DPRJ, DPU e MPF contestam lei que permite internação compulsória

A Defensoria Pública do Estado do Rio de Janeiro (DPRJ), em conjunto com a Defensoria Pública da União (DPU) e o Ministério Público Federal (MPF), divulgou uma nota técnica contra a Lei nº 3.997/2025, sancionada pelo município de Niterói (RJ). Para as instituições, a nova legislação é inconstitucional por permitir a internação sem consentimento, contrariando as garantias constitucionais e a excepcionalidade prevista na Lei nº 10.216/2001.
Assinado pelo defensor público federal Thales Arcoverde Treiger, pela defensora pública estadual Cristiane Xavier de Souza e pelo procurador regional dos Direitos do Cidadão adjunto Julio Araújo, o parecer destaca que o chamado “acolhimento sem consentimento” equivale a uma internação involuntária, violando os incisos LIV e LV do art. 5º da Constituição Federal, ao privar o indivíduo de sua liberdade sem o devido processo legal. A norma também invade competência legislativa federal, desrespeita os critérios rigorosos da Lei Antimanicomial, e contraria diretrizes internacionais e jurisprudência da Corte Interamericana de Direitos Humanos, ao reintroduzir práticas segregacionistas já condenadas.
O parecer reforça que o sofrimento psíquico e o uso problemático de substâncias químicas devem ser tratados como questões de saúde pública, e não de segurança pública. A resposta deve estar na Rede de Atenção Psicossocial (RAPS), estruturada com base na Lei Antimanicomial e composta por serviços como os CAPS, unidades de urgência e emergência (SAMU, UPAs), residências terapêuticas e hospitais de curta permanência, com foco na atenção comunitária, reabilitação e desinstitucionalização.
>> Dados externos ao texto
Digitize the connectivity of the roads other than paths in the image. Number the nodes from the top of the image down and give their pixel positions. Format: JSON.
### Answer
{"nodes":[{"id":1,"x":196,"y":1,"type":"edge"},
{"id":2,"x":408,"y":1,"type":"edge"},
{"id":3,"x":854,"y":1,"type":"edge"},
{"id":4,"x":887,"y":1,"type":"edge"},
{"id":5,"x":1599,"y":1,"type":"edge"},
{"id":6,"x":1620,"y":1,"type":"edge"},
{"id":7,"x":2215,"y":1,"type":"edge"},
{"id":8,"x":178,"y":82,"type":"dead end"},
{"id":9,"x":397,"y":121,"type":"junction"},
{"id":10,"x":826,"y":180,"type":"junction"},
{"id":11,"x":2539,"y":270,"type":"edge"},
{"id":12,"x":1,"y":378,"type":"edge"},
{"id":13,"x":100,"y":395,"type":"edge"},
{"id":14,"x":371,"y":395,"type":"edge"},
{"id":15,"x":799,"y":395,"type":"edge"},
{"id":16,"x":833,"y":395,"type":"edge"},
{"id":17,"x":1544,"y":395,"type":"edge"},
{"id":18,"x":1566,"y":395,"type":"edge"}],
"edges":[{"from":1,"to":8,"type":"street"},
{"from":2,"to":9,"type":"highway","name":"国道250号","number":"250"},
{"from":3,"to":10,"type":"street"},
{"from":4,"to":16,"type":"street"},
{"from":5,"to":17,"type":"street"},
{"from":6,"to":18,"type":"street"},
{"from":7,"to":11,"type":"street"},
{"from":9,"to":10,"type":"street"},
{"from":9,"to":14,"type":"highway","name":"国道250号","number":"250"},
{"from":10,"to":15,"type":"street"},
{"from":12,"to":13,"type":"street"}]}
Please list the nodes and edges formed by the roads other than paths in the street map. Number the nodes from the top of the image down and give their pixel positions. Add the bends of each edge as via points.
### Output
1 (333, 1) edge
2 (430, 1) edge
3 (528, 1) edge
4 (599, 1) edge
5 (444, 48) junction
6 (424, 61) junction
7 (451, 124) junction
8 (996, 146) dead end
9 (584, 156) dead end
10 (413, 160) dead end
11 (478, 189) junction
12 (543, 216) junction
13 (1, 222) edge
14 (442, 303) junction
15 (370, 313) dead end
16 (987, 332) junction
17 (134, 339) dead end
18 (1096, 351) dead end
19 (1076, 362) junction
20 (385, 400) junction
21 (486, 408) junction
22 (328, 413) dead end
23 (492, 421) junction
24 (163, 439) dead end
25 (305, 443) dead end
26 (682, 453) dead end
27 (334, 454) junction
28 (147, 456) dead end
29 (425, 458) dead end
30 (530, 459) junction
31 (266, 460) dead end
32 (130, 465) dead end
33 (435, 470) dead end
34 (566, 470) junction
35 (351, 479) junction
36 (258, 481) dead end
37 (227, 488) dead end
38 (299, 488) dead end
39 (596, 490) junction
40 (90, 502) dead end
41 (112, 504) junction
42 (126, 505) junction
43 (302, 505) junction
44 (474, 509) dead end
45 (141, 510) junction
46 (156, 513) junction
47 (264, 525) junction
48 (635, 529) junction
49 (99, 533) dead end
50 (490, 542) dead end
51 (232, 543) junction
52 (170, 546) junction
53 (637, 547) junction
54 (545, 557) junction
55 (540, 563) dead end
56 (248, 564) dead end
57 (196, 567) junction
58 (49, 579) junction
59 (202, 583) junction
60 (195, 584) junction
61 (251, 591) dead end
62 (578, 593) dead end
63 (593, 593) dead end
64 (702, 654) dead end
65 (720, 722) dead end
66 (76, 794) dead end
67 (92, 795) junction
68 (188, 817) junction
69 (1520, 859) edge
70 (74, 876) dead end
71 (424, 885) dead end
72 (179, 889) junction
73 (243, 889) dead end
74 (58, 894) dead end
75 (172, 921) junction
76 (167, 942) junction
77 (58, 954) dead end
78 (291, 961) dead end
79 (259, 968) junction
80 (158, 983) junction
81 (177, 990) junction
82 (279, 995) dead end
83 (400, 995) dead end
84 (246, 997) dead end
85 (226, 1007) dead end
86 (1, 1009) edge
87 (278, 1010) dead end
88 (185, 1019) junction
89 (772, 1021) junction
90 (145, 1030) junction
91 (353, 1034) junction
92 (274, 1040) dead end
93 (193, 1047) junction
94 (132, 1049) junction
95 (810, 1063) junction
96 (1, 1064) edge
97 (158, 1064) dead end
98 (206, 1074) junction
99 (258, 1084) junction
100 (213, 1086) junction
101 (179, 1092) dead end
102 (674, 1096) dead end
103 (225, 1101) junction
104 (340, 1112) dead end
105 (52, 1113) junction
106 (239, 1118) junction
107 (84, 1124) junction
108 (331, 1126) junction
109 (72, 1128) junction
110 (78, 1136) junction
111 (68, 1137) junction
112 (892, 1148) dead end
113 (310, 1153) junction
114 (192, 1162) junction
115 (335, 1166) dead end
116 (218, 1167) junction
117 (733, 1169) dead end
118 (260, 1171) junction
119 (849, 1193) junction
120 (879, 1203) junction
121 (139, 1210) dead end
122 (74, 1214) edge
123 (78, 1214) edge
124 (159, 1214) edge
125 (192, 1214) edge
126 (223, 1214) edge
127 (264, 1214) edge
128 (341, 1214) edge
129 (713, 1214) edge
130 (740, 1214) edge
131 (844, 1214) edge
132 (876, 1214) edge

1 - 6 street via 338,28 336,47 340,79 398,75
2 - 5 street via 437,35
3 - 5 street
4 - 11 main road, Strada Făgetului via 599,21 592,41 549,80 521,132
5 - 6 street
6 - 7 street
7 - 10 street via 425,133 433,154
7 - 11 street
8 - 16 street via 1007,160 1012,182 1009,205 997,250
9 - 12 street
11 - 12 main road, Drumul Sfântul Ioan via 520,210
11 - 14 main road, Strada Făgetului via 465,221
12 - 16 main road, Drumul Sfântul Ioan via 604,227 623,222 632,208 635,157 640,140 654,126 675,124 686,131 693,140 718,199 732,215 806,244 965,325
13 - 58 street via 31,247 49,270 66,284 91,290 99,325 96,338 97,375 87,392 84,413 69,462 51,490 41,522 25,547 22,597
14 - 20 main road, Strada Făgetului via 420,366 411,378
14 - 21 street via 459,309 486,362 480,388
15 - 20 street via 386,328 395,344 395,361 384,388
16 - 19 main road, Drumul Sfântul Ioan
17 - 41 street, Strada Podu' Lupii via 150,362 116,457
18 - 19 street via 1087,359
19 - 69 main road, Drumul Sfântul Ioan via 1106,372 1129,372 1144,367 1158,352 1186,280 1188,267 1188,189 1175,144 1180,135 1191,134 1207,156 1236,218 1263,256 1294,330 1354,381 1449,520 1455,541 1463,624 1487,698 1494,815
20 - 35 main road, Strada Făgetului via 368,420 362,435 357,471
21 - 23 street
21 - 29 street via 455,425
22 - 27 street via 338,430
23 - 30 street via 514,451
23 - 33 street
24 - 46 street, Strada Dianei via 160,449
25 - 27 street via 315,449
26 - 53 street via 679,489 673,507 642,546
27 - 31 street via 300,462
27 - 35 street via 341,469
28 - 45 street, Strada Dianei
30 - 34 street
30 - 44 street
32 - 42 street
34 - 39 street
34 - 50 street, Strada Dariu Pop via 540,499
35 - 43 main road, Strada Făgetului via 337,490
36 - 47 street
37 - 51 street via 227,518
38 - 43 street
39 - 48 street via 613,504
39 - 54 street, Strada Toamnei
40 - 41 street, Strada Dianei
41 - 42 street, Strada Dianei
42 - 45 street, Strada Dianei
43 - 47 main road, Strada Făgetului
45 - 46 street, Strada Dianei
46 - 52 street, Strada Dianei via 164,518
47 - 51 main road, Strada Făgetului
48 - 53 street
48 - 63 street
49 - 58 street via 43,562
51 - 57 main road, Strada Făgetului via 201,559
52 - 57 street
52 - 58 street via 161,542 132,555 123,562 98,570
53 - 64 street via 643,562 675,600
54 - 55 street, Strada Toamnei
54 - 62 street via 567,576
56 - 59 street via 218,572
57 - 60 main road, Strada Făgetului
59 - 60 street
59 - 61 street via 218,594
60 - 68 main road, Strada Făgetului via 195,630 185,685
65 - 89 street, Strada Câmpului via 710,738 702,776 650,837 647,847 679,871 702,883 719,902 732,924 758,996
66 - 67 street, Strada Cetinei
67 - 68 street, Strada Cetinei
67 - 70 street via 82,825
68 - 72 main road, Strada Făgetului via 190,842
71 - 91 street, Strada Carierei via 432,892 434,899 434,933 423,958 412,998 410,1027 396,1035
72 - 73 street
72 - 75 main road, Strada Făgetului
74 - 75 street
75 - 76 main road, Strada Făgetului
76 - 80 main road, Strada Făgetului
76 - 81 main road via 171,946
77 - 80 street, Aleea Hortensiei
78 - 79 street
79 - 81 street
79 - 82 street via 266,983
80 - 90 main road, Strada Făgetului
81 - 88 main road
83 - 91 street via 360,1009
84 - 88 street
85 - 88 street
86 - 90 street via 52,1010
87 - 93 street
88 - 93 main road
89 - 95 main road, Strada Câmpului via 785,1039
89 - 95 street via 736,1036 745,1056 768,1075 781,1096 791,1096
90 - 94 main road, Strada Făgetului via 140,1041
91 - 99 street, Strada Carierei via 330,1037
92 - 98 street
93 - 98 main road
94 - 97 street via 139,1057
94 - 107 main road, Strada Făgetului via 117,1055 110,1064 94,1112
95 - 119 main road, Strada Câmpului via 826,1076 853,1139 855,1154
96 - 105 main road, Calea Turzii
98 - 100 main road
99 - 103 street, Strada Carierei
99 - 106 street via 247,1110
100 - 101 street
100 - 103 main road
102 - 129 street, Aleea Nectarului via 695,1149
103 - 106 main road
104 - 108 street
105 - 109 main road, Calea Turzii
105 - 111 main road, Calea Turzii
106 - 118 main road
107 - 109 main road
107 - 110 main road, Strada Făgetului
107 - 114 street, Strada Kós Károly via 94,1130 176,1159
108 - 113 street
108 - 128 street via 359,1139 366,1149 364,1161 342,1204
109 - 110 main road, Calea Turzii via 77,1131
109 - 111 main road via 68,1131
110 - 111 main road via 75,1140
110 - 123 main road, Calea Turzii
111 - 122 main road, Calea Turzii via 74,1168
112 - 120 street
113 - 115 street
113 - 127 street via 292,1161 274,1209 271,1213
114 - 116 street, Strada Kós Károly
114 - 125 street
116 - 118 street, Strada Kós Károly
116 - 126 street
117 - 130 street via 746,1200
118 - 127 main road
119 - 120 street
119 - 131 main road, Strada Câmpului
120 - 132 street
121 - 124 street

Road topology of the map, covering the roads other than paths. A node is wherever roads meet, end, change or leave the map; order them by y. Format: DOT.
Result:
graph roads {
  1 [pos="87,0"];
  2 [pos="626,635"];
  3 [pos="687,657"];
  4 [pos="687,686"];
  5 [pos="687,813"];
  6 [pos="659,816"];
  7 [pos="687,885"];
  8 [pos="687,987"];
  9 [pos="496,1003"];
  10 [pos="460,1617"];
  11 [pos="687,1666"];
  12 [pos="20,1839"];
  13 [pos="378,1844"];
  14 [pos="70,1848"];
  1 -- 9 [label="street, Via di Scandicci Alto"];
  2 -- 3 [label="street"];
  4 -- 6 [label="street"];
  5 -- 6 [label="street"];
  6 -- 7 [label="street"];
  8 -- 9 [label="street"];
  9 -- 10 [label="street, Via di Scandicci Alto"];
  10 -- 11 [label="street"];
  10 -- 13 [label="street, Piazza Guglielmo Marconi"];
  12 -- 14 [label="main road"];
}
Cristiane Xavier, coordenadora do Núcleo de Direitos Humanos da DPRJ, alerta que o problema do aumento da população em situação de rua é anterior à pandemia de Covid-19 e decorre, sobretudo, da ausência de políticas públicas eficazes – como apontado na ADPF 976/22, em julgamento no Supremo Tribunal Federal.
– Esse crescimento urbano precede a pandemia e evidencia uma invisibilidade seletiva da sociedade. Uma lei que exclui, e que muitas vezes é contra as ideias da reforma psiquiátrica, não vai trazer os resultados esperados em apenas 90 dias. Nossa maior preocupação é garantir que a lei contra manicômios seja cumprida, e também a decisão do ministro Alexandre de Moraes — afirmou a defensora.
As instituições também alertam para a falta de clareza da lei municipal sobre os locais onde ocorreriam as internações, aumentando o risco de retorno a instituições asilares, vetadas pela legislação federal. O documento adverte:
“A lei federal exige que internações ocorram apenas em hospitais gerais ou unidades habilitadas para o cuidado integral do paciente. A omissão quanto aos espaços previstos na lei de Niterói sugere um possível retrocesso institucional”.
Outro ponto de preocupação é que a nova lei abre espaço para práticas higienistas, ao apresentar soluções imediatistas frente a um cenário que já dispõe de um robusto arcabouço normativo para o cuidado em saúde mental, inclusive no atendimento à população em situação de rua.
Em Niterói, dados do IBGE apontam a existência de 740 pessoas em situação de rua, das quais 131 apresentam comprometimentos de saúde mental.
– É necessário fortalecer a estrutura já existente, como os Consultórios de Rua, os serviços da Saúde e dos CAPS, além de reavaliar as condições dos equipamentos públicos de acolhimento – destaca a defensora Cristiane Xavier.